Rosario, Abrimaand guest
Designers Rosario Dawson, Abrima Erwiah and guest attend as STYLE360 THOMAS CONCORDIA/GETTY IMAGES

Dawson’s first step on her journey to fame happened by accident when she was just 15 years old. Sitting on the front porch step of her apartment building, she was spotted by photographers Larry Clark and Harmony Korine. Aspiring screenwriter Korine thought Dawson would be perfect to cast in the 1995 film, Kids, where she played Ruby, a sexually active adolescent. From there, Dawson went on to star in more films, like Rent, He Got Game, Men in Black II, Seven Pounds, Percy Jackson and the Olympians: The Lightning Thief, and Sin City, among many others. In the music industry, she had a speaking part in the re-release of Prince’s 1980s hit, “1999,” renamed “1999: The New Master.” She also appeared in the music video for Out of Control by The Chemical Brothers and was featured on the Outkast track, She Lives in My Lap.
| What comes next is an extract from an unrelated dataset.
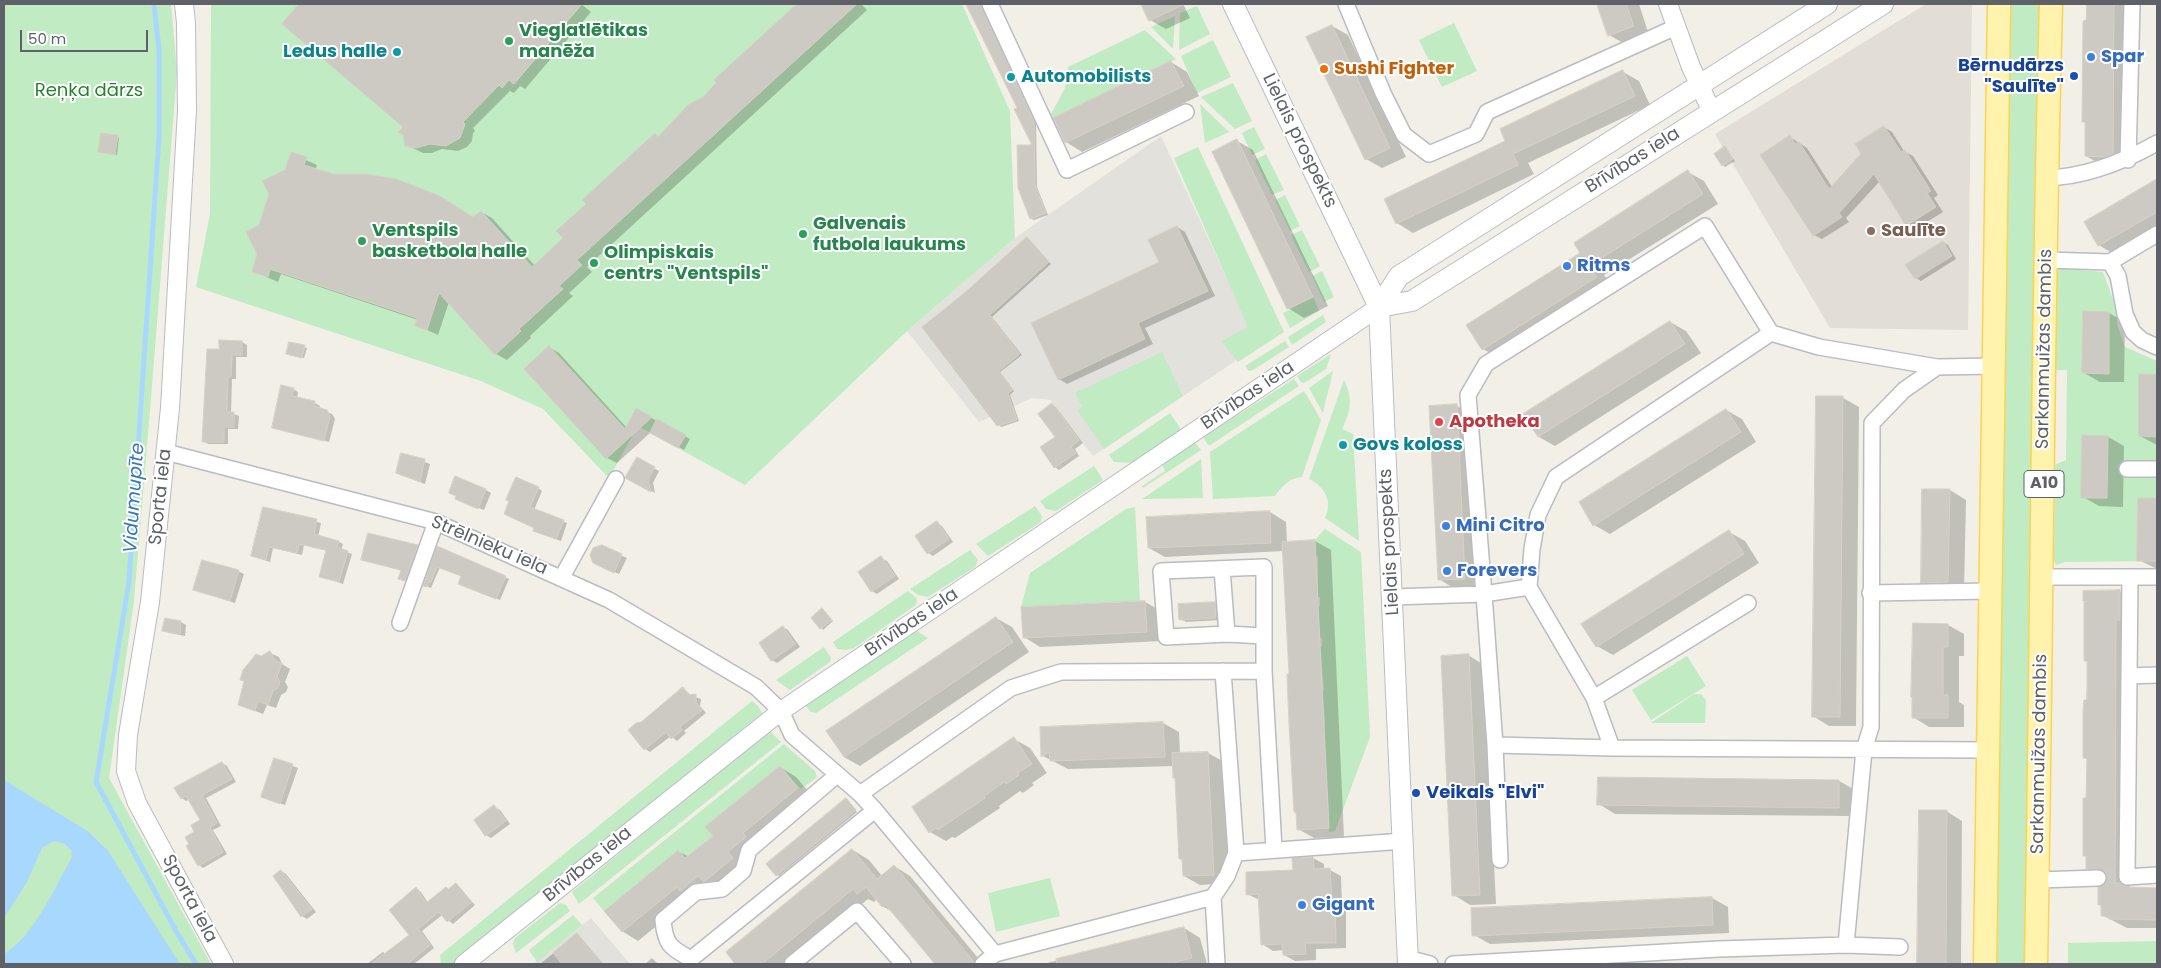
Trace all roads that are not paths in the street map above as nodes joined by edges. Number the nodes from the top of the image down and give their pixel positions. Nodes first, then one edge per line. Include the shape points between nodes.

Currently, Dawson is set to voice the iconic heroine Diana Prince in the DC animated original film, Wonder Woman: Bloodlines, a character she’s voiced since 2015’s Justice League: The Throne of Atlantis. According to The Hollywood Reporter, the actress has also been cast in Sony Pictures’ next installment of the post-apocalyptic comedy, Zombieland 2. She will be working alongside original cast members including Woody Harrelson, Emma Stone, Jesse Eisenberg, and Abigail Breslin, as well as newcomers Zoey Deutch and Avan Jogia. In addition to these roles, Dawson will both produce and star in the upcoming drama series Briarpatch from Sam Esmail, the creator of Mr. Robot. Based on the Ross Thomas novel, the first season of the series will be produced by Universal Cable Productions and Paramount Television. In this drama, Dawson will be playing a Washington, D.C.-based investigator who returns to her hometown in Texas to help search for her sister’s murderer.

Last year, she announced her guest collaboration on La Borinqueña, an original character and patriotic symbol presented in a classic superhero story created and written by graphic novelist Edgardo Miranda-Rodriguez. Her powers are drawn from history and mysticism found on the island of Puerto Rico. Dawson and her writing partner David Atchison joined Dawson’s uncle, comic book artist Gustavo Vazquez on the project.

Although she has a full workload, she still finds time to make an impact outside the world of Hollywood. From being a political activist to running a sustainable fashion line, Rosario Dawson is continuously showing her passion and commitment to the causes she advocates for.

Using her platform to make a difference, Dawson’s activism has allowed her to not only witness change but also effect it. “I’m really moved by everything I’ve seen achieved over the years, and there’s so much that’s being worked toward now with many more people,” Dawson says in an interview with InStyle. “I’m inspired to just do whatever I feel called to do and to be of service and to be of use… There are so many different ways that we can serve, and I want to figure out as many ways as I can to fit into this lifetime.”